## [What the task asks]
Where does the string "Fuldastraße" appear in the records? Copy every line that contains it.

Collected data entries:
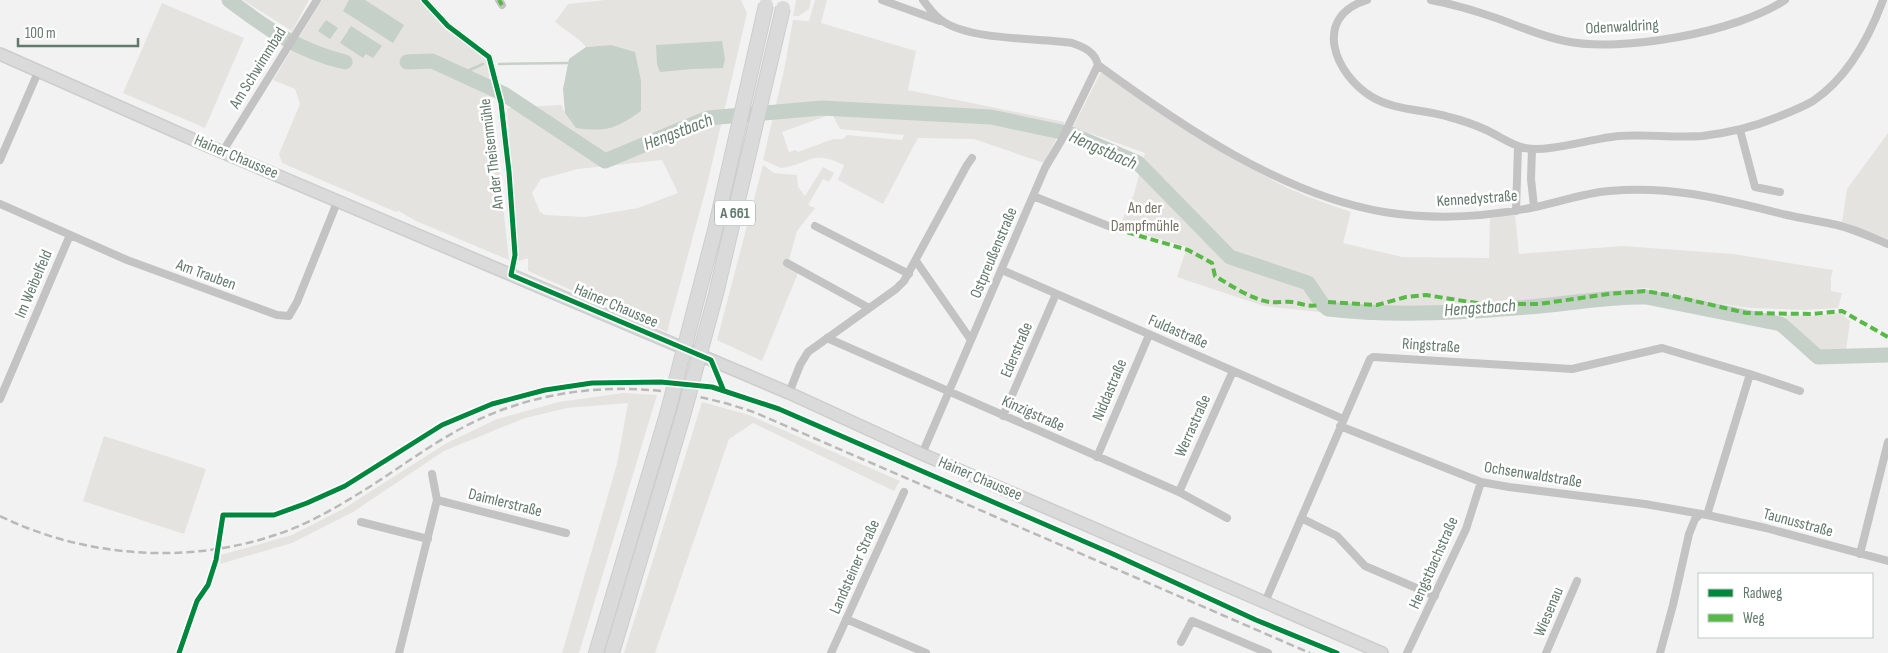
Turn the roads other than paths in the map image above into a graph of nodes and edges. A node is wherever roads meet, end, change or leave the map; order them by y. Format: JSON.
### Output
{"nodes":[{"id":1,"x":317,"y":0,"type":"edge"},
{"id":2,"x":424,"y":0,"type":"edge"},
{"id":3,"x":882,"y":0,"type":"edge"},
{"id":4,"x":923,"y":0,"type":"edge"},
{"id":5,"x":1367,"y":0,"type":"edge"},
{"id":6,"x":1431,"y":0,"type":"edge"},
{"id":7,"x":1785,"y":0,"type":"edge"},
{"id":8,"x":1883,"y":0,"type":"edge"},
{"id":9,"x":1441,"y":1,"type":"edge"},
{"id":10,"x":767,"y":2,"type":"edge"},
{"id":11,"x":783,"y":4,"type":"edge"},
{"id":12,"x":942,"y":21,"type":"junction"},
{"id":13,"x":0,"y":54,"type":"edge"},
{"id":14,"x":1098,"y":65,"type":"junction"},
{"id":15,"x":39,"y":70,"type":"junction"},
{"id":16,"x":1740,"y":130,"type":"junction"},
{"id":17,"x":1518,"y":146,"type":"junction"},
{"id":18,"x":1532,"y":149,"type":"junction"},
{"id":19,"x":223,"y":151,"type":"junction"},
{"id":20,"x":972,"y":158,"type":"dead end"},
{"id":21,"x":0,"y":160,"type":"edge"},
{"id":22,"x":1780,"y":192,"type":"dead end"},
{"id":23,"x":1033,"y":196,"type":"junction"},
{"id":24,"x":338,"y":200,"type":"junction"},
{"id":25,"x":0,"y":204,"type":"edge"},
{"id":26,"x":1534,"y":207,"type":"junction"},
{"id":27,"x":1516,"y":210,"type":"junction"},
{"id":28,"x":815,"y":226,"type":"dead end"},
{"id":29,"x":1116,"y":229,"type":"dead end"},
{"id":30,"x":70,"y":235,"type":"junction"},
{"id":31,"x":1888,"y":244,"type":"edge"},
{"id":32,"x":916,"y":261,"type":"junction"},
{"id":33,"x":787,"y":263,"type":"dead end"},
{"id":34,"x":1002,"y":270,"type":"junction"},
{"id":35,"x":909,"y":274,"type":"junction"},
{"id":36,"x":511,"y":276,"type":"junction"},
{"id":37,"x":1056,"y":294,"type":"junction"},
{"id":38,"x":869,"y":308,"type":"junction"},
{"id":39,"x":1149,"y":335,"type":"junction"},
{"id":40,"x":827,"y":338,"type":"junction"},
{"id":41,"x":971,"y":340,"type":"junction"},
{"id":42,"x":1233,"y":371,"type":"junction"},
{"id":43,"x":1750,"y":374,"type":"junction"},
{"id":44,"x":1800,"y":391,"type":"dead end"},
{"id":45,"x":950,"y":392,"type":"junction"},
{"id":46,"x":789,"y":393,"type":"junction"},
{"id":47,"x":0,"y":399,"type":"edge"},
{"id":48,"x":1003,"y":416,"type":"junction"},
{"id":49,"x":1342,"y":422,"type":"junction"},
{"id":50,"x":1887,"y":447,"type":"edge"},
{"id":51,"x":922,"y":454,"type":"junction"},
{"id":52,"x":1097,"y":457,"type":"junction"},
{"id":53,"x":432,"y":474,"type":"dead end"},
{"id":54,"x":1482,"y":482,"type":"junction"},
{"id":55,"x":904,"y":492,"type":"dead end"},
{"id":56,"x":1179,"y":492,"type":"junction"},
{"id":57,"x":437,"y":500,"type":"junction"},
{"id":58,"x":1704,"y":514,"type":"junction"},
{"id":59,"x":1227,"y":518,"type":"dead end"},
{"id":60,"x":1301,"y":518,"type":"junction"},
{"id":61,"x":361,"y":522,"type":"dead end"},
{"id":62,"x":566,"y":533,"type":"dead end"},
{"id":63,"x":428,"y":539,"type":"junction"},
{"id":64,"x":1860,"y":554,"type":"junction"},
{"id":65,"x":1888,"y":560,"type":"edge"},
{"id":66,"x":1577,"y":581,"type":"dead end"},
{"id":67,"x":1435,"y":596,"type":"junction"},
{"id":68,"x":1265,"y":602,"type":"junction"},
{"id":69,"x":846,"y":619,"type":"junction"},
{"id":70,"x":1181,"y":642,"type":"dead end"},
{"id":71,"x":399,"y":653,"type":"edge"},
{"id":72,"x":596,"y":653,"type":"edge"},
{"id":73,"x":612,"y":653,"type":"edge"},
{"id":74,"x":831,"y":653,"type":"edge"},
{"id":75,"x":926,"y":653,"type":"edge"},
{"id":76,"x":1268,"y":653,"type":"edge"},
{"id":77,"x":1382,"y":653,"type":"edge"},
{"id":78,"x":1407,"y":653,"type":"edge"},
{"id":79,"x":1546,"y":653,"type":"edge"},
{"id":80,"x":1660,"y":653,"type":"edge"}],
"edges":[{"from":1,"to":19,"type":"street","name":"Am Schwimmbad"},
{"from":2,"to":36,"type":"street","name":"An der Theisenmühle"},
{"from":3,"to":12,"type":"street","name":"Kennedystraße"},
{"from":4,"to":12,"type":"street"},
{"from":5,"to":17,"type":"street"},
{"from":6,"to":9,"type":"street","name":"Odenwaldring"},
{"from":7,"to":9,"type":"street","name":"Odenwaldring"},
{"from":8,"to":16,"type":"street"},
{"from":10,"to":72,"type":"highway","number":"A 661","bridge":true},
{"from":11,"to":73,"type":"highway","number":"A 661","bridge":true},
{"from":12,"to":14,"type":"street","name":"Kennedystraße"},
{"from":13,"to":15,"type":"street","name":"Hainer Chaussee"},
{"from":14,"to":23,"type":"street","name":"Ostpreußenstraße"},
{"from":14,"to":27,"type":"street","name":"Kennedystraße"},
{"from":15,"to":19,"type":"street","name":"Hainer Chaussee"},
{"from":15,"to":21,"type":"street"},
{"from":16,"to":18,"type":"street"},
{"from":16,"to":22,"type":"street"},
{"from":17,"to":18,"type":"street"},
{"from":17,"to":27,"type":"street"},
{"from":18,"to":26,"type":"street"},
{"from":19,"to":24,"type":"street","name":"Hainer Chaussee"},
{"from":20,"to":32,"type":"street"},
{"from":23,"to":29,"type":"street"},
{"from":23,"to":34,"type":"street","name":"Ostpreußenstraße"},
{"from":24,"to":30,"type":"street","name":"Am Trauben"},
{"from":24,"to":36,"type":"street","name":"Hainer Chaussee"},
{"from":25,"to":30,"type":"street","name":"Am Trauben"},
{"from":26,"to":27,"type":"street","name":"Kennedystraße"},
{"from":26,"to":31,"type":"street","name":"Kennedystraße"},
{"from":28,"to":35,"type":"street"},
{"from":30,"to":47,"type":"street","name":"Im Weibelfeld"},
{"from":32,"to":35,"type":"street"},
{"from":32,"to":41,"type":"street"},
{"from":33,"to":38,"type":"street"},
{"from":34,"to":37,"type":"street","name":"Fuldastraße"},
{"from":34,"to":41,"type":"street","name":"Ostpreußenstraße"},
{"from":35,"to":38,"type":"street"},
{"from":36,"to":46,"type":"street","name":"Hainer Chaussee"},
{"from":37,"to":39,"type":"street","name":"Fuldastraße"},
{"from":37,"to":48,"type":"street","name":"Ederstraße"},
{"from":38,"to":40,"type":"street"},
{"from":39,"to":42,"type":"street","name":"Fuldastraße"},
{"from":39,"to":52,"type":"street","name":"Niddastraße"},
{"from":40,"to":45,"type":"street","name":"Kinzigstraße"},
{"from":40,"to":46,"type":"street"},
{"from":41,"to":45,"type":"street","name":"Ostpreußenstraße"},
{"from":42,"to":49,"type":"street","name":"Fuldastraße"},
{"from":42,"to":56,"type":"street","name":"Werrastraße"},
{"from":43,"to":44,"type":"street","name":"Ringstraße"},
{"from":43,"to":49,"type":"street","name":"Ringstraße"},
{"from":43,"to":58,"type":"street"},
{"from":45,"to":48,"type":"street","name":"Kinzigstraße"},
{"from":45,"to":51,"type":"street","name":"Ostpreußenstraße"},
{"from":46,"to":51,"type":"street","name":"Hainer Chaussee"},
{"from":48,"to":52,"type":"street","name":"Kinzigstraße"},
{"from":49,"to":54,"type":"street","name":"Ochsenwaldstraße"},
{"from":49,"to":60,"type":"street","name":"Ringstraße"},
{"from":50,"to":64,"type":"street"},
{"from":51,"to":68,"type":"street","name":"Hainer Chaussee"},
{"from":52,"to":56,"type":"street","name":"Kinzigstraße"},
{"from":53,"to":57,"type":"street"},
{"from":54,"to":58,"type":"street","name":"Ochsenwaldstraße"},
{"from":54,"to":67,"type":"street","name":"Hengstbachstraße"},
{"from":55,"to":69,"type":"street","name":"Landsteiner Straße"},
{"from":56,"to":59,"type":"street","name":"Kinzigstraße"},
{"from":57,"to":62,"type":"street","name":"Daimlerstraße"},
{"from":57,"to":63,"type":"street"},
{"from":58,"to":64,"type":"street","name":"Taunusstraße"},
{"from":58,"to":80,"type":"street"},
{"from":60,"to":67,"type":"street"},
{"from":60,"to":68,"type":"street","name":"Ringstraße"},
{"from":61,"to":63,"type":"street"},
{"from":63,"to":71,"type":"street"},
{"from":64,"to":65,"type":"street","name":"Taunusstraße"},
{"from":66,"to":79,"type":"street","name":"Wiesenau"},
{"from":67,"to":78,"type":"street","name":"Hengstbachstraße"},
{"from":68,"to":77,"type":"street","name":"Hainer Chaussee"},
{"from":69,"to":74,"type":"street","name":"Landsteiner Straße"},
{"from":69,"to":75,"type":"street"},
{"from":70,"to":76,"type":"street"}]}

## [Your solution]
{"from":34,"to":37,"type":"street","name":"Fuldastraße"},
{"from":37,"to":39,"type":"street","name":"Fuldastraße"},
{"from":39,"to":42,"type":"street","name":"Fuldastraße"},
{"from":42,"to":49,"type":"street","name":"Fuldastraße"},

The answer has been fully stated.